Kingdoms Battle Map Balance

As outlined in the recent blog by Jason, there has been some significant re-balancing of unit stats for Kingdoms, the expansion pack for Medieval II.  I am Jack Lusted, now a Games Tester at The Creative Assembly UK, but when I helped Jason by contributing to the balancing of Kingdoms I was a modder from the Total War Community.

Although the last blog described the process involved in balancing Kingdoms, it did not say what has changed. In this blog I will aim to explain how the balance has altered from Medieval II, give examples of how specific units have changed, what most unit types should be used for, and how the balance varies between the four Kingdoms campaigns.

The re-balance is not a small one, there have been some big changes. Almost all, if not all of the units have had changes to their stats. Some minor, some major. This is to reflect the fact that the whole balance of the game has been re-examined.

The really big change is to cavalry. Cavalry unit sizes are now smaller, and their stats have been dropped. They are now 30 soldiers on normal unit sizes, which means on huge they are 60. But before you all cry ‘nerf!’, let me explain what this means in-game. The smaller unit sizes makes cavalry more maneuverable as the size of cavalry units in update 1.2 proved to be a little unwieldy at times. Now you can use them more fluidly. And despite having their stats dropped, an increase to the mass of the mounts they ride means that heavy cavalry still pack a devastating punch from the rear or flank. This means that heavy cavalry have moved away from frontal charging wrecking balls, towards how they were used in the original Medieval: Total War - fast moving flanking units who pack a devastating punch. Even with a frontal charge, they can still wreak major damage upon non-spear, pike, or halberd troops.

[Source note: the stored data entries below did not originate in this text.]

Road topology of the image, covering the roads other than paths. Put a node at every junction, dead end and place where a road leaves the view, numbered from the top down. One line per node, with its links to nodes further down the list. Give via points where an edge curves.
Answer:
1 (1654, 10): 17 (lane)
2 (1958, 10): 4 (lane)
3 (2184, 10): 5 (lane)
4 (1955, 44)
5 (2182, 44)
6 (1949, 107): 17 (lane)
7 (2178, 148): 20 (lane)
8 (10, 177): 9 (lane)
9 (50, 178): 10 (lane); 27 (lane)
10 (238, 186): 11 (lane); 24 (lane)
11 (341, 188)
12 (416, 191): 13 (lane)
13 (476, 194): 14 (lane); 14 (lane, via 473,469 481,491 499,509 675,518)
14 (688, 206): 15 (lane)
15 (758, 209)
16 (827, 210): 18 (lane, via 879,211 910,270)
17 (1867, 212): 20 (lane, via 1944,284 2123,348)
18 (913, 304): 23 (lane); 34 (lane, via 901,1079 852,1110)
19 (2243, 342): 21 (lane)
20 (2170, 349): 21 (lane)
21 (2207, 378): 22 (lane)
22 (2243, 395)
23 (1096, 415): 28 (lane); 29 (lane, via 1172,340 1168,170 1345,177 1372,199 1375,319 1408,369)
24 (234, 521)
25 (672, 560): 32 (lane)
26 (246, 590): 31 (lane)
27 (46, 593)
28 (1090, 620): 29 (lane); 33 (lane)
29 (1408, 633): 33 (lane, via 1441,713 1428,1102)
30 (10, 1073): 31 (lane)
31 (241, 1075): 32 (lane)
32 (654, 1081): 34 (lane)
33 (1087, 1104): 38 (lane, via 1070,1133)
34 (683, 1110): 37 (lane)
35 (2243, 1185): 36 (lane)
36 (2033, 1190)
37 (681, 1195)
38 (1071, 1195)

There have been several global stat changes. All armour values have been reduced by 2, and all shield values have been raised by 2. These changes are designed to increase the importance of shields in combat when charged, but make units more vulnerable from the rear. Most units without shields have also received a boost to their defense skill so they have not been weakened in melee. The exception being missile units but they now have greater accuracy and therefore more deadly projectiles, so it balances out.

An example of one of the units that has had major changes to its stats are the Zweihanders. In update 1.2 this unit had the following stats:

Attack: 14
Charge bonus: 6
Attack attributes: none
Armour: 7
Defense Skill: 4
Cost: 680

In Kingdoms their stats have been changed to:

Attack: 15

Charge bonus: 9
Attack attributes: armour piercing (only counts half target armour when attacking)
Armour: 5
Defense Skill: 8
Cost: 520 (390 in Americas where all unit costs are lower. More on that later)

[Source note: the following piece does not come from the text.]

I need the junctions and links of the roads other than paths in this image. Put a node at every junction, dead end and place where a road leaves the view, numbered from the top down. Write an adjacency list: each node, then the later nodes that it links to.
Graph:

Quite a big change as you can see. Now they are true shock troops who have a very powerful charge. With the changes in unit stats, there has been a redefining of how some unit types are used. I’m going to go through and try and cover every unit type and how they should be used in Kingdoms.

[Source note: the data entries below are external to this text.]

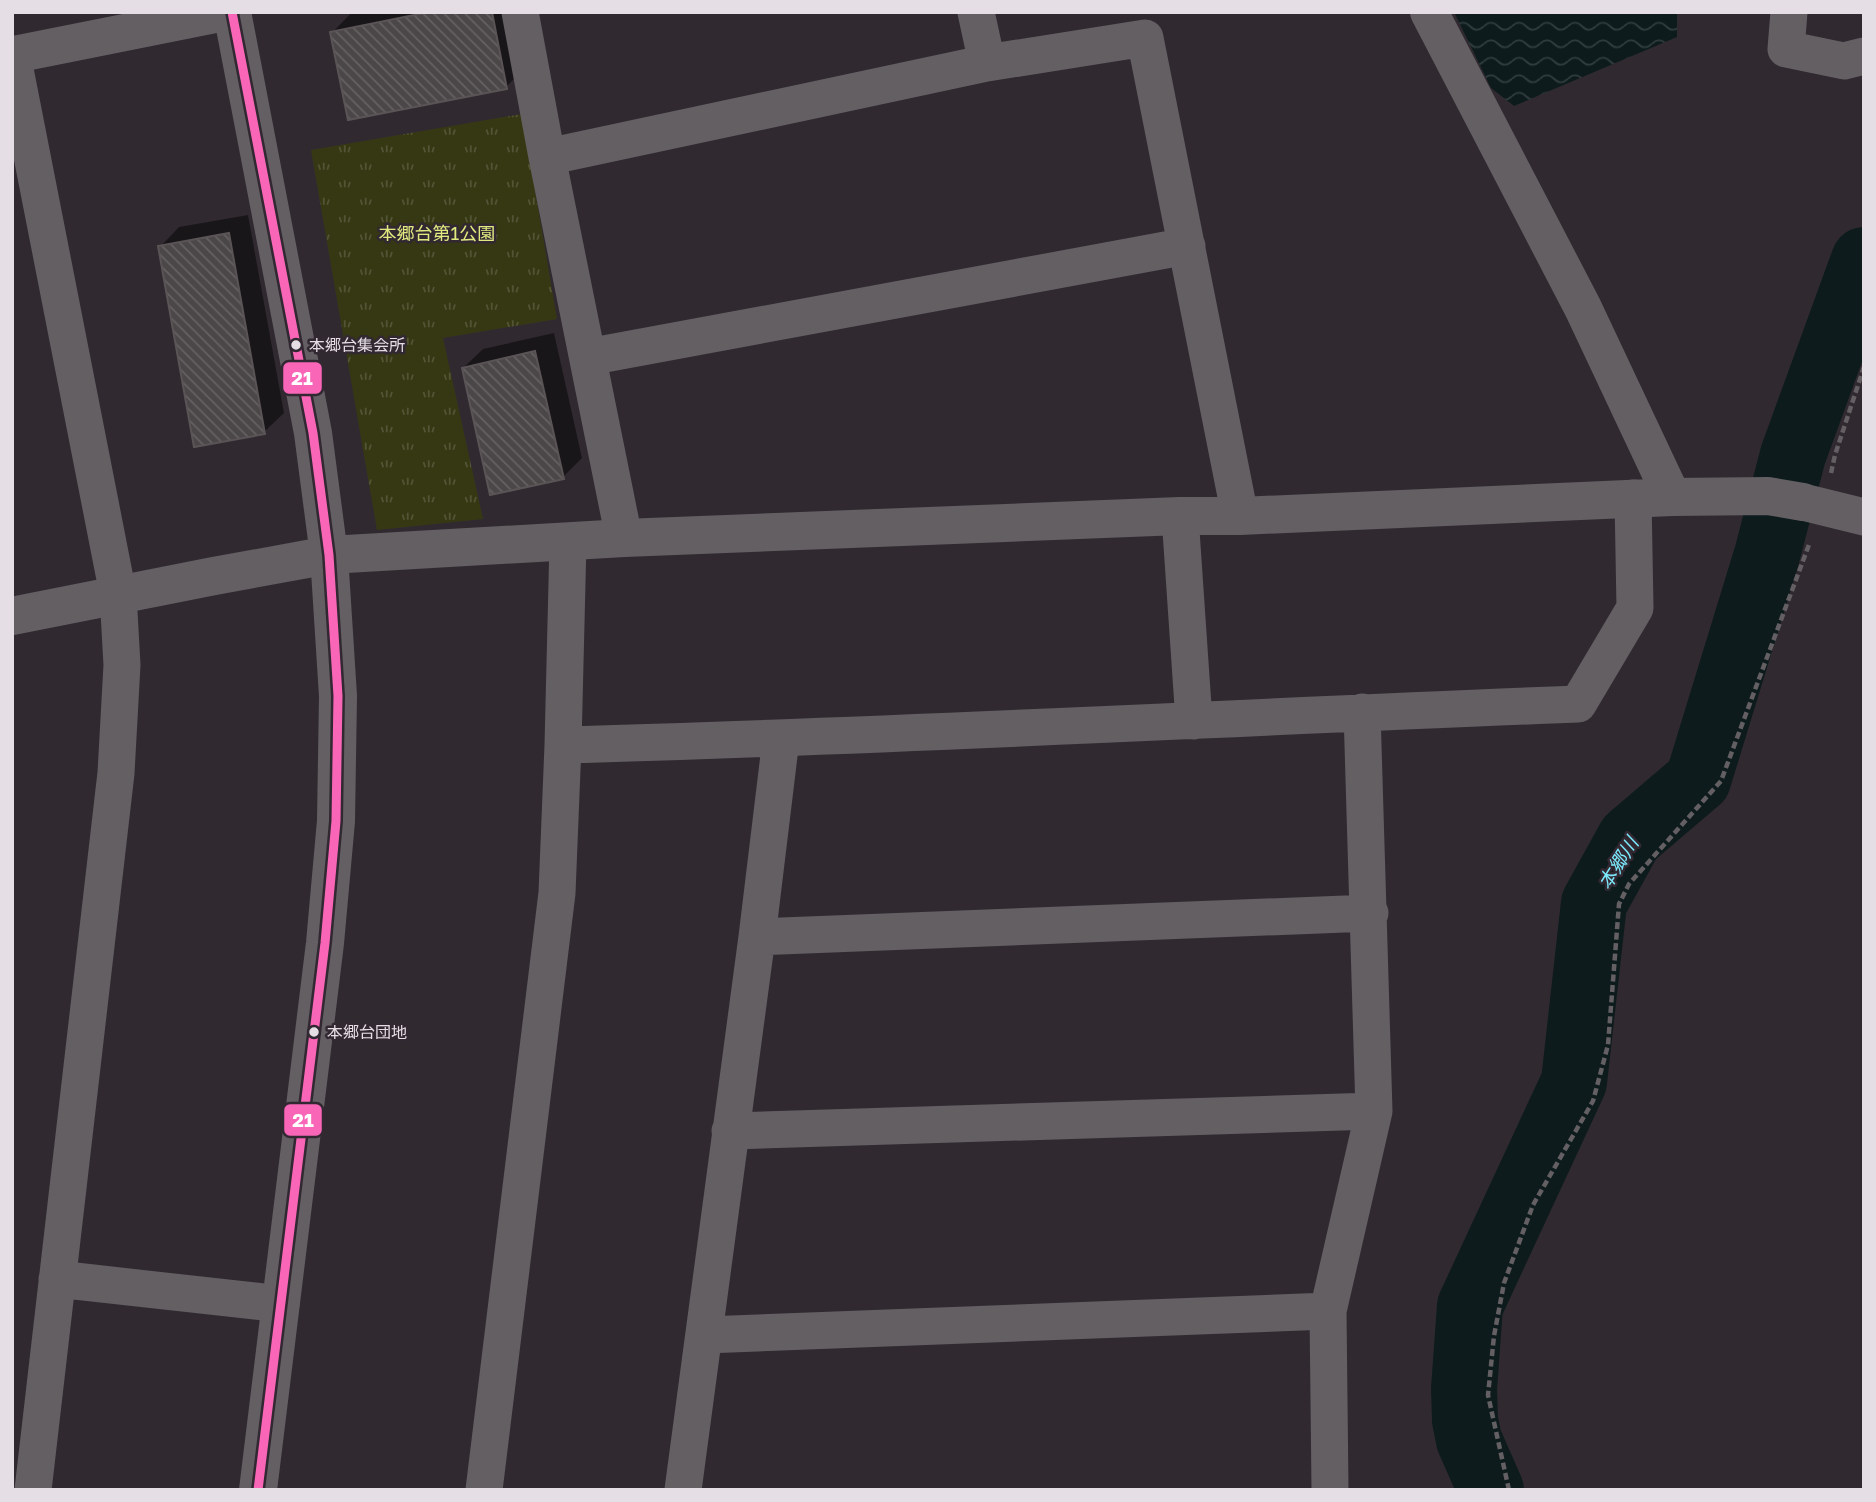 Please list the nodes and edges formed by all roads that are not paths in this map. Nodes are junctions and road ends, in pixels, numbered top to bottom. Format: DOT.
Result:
graph roads {
  1 [pos="229,12"];
  2 [pos="520,12"];
  3 [pos="976,12"];
  4 [pos="1429,12"];
  5 [pos="1789,12"];
  6 [pos="12,55"];
  7 [pos="1864,56"];
  8 [pos="987,63"];
  9 [pos="547,157"];
  10 [pos="1186,246"];
  11 [pos="588,357"];
  12 [pos="1672,497"];
  13 [pos="1633,498"];
  14 [pos="1798,501"];
  15 [pos="1180,516"];
  16 [pos="1240,516"];
  17 [pos="1864,517"];
  18 [pos="624,538"];
  19 [pos="568,542"];
  20 [pos="329,555"];
  21 [pos="118,594"];
  22 [pos="12,616"];
  23 [pos="1362,712"];
  24 [pos="1194,721"];
  25 [pos="781,739"];
  26 [pos="563,744"];
  27 [pos="1370,914"];
  28 [pos="757,937"];
  29 [pos="1374,1111"];
  30 [pos="730,1131"];
  31 [pos="57,1279"];
  32 [pos="281,1304"];
  33 [pos="1328,1311"];
  34 [pos="705,1335"];
  35 [pos="33,1490"];
  36 [pos="258,1490"];
  37 [pos="484,1490"];
  38 [pos="683,1490"];
  39 [pos="1330,1490"];
  1 -- 6 [label="street"];
  1 -- 20 [label="street"];
  2 -- 9 [label="street"];
  3 -- 8 [label="street"];
  4 -- 12 [label="street"];
  5 -- 7 [label="street"];
  6 -- 21 [label="street"];
  8 -- 9 [label="street"];
  8 -- 10 [label="street"];
  9 -- 11 [label="street"];
  10 -- 11 [label="street"];
  10 -- 16 [label="street"];
  11 -- 18 [label="street"];
  12 -- 13 [label="street"];
  12 -- 14 [label="street"];
  13 -- 16 [label="street"];
  13 -- 23 [label="street"];
  14 -- 17 [label="street"];
  15 -- 16 [label="street"];
  15 -- 18 [label="street"];
  15 -- 24 [label="street"];
  18 -- 19 [label="street"];
  19 -- 20 [label="street"];
  19 -- 26 [label="street"];
  20 -- 21 [label="street"];
  20 -- 32 [label="street"];
  21 -- 22 [label="street"];
  21 -- 31 [label="street"];
  23 -- 24 [label="street"];
  23 -- 27 [label="street"];
  24 -- 25 [label="street"];
  25 -- 26 [label="street"];
  25 -- 28 [label="street"];
  26 -- 37 [label="street"];
  27 -- 28 [label="street"];
  27 -- 29 [label="street"];
  28 -- 30 [label="street"];
  29 -- 30 [label="street"];
  29 -- 33 [label="street"];
  30 -- 34 [label="street"];
  31 -- 32 [label="street"];
  31 -- 35 [label="street"];
  32 -- 36 [label="street"];
  33 -- 34 [label="street"];
  33 -- 39 [label="street"];
  34 -- 38 [label="street"];
}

Heavy cavalry - no longer sweep all before them in frontal charges. Spearmen, pikes and halberds can all stop frontal charges from them, and heavy infantry are better at resisting them. However heavy cavalry still deliver a punch that can’t be beat to the rear and flanks of other units, which combined with the fact they’re cavalry, means they can get into positions which allow them to deal the hammer blow. Rear and flanking charges also come with morale penalties to the enemy so they’re great at routing parts of the enemy line.

This has proved to be a more fun balance, and one that offers better for gameplay. Do not think that heavy cavalry are now underpowered, they are not. For instance in the Crusades campaign, knights are crucial to t he Kingdom of Jerusalem. No other unit can match the maneuverability, impact of charge or morale effect from a charge that heavy cavalry has. They’re not nerfed, they just have a different use now.

Light cavalry - fast and maneuverable - they should be used for dealing with skirmishers, routers, horse archers and possibly rear charges into infantry if the infantry is engaged.

Horse archers - with the improved missile accuracy and smaller more manageable cavalry unit sizes, these guys are as deadly as they should be. Vulnerable to archers and faster light cavalry.

Elephants - no major changes here, still the wonderfully fun point and click weapons of destruction they’ve always been. Just like before flaming arrows, artillery, javelins etc. are the counters to them.

2 handed swordsmen - all 2 handed sword units have gained the armour piercing ability and similar changes to the Zweihanders. They are now perhaps the best shock infantry in the game, but are vulnerable to missles and cavalry, and will suffer heavy casualties in prolonged melee. If used in conjuction with sword and shield infantry to exploit the damage done by the 2 handers charge, they should be able to breach most battle lines.

2 handed axe / polearm units - these guys have been made tougher in melee, and have had slight tweaks to their attack stats. They can now survive better in melee and deal out lots of damage on the charge. Think of them as infantry versions of heavy cavalry. Vulnerable to missiles and cavalry charges.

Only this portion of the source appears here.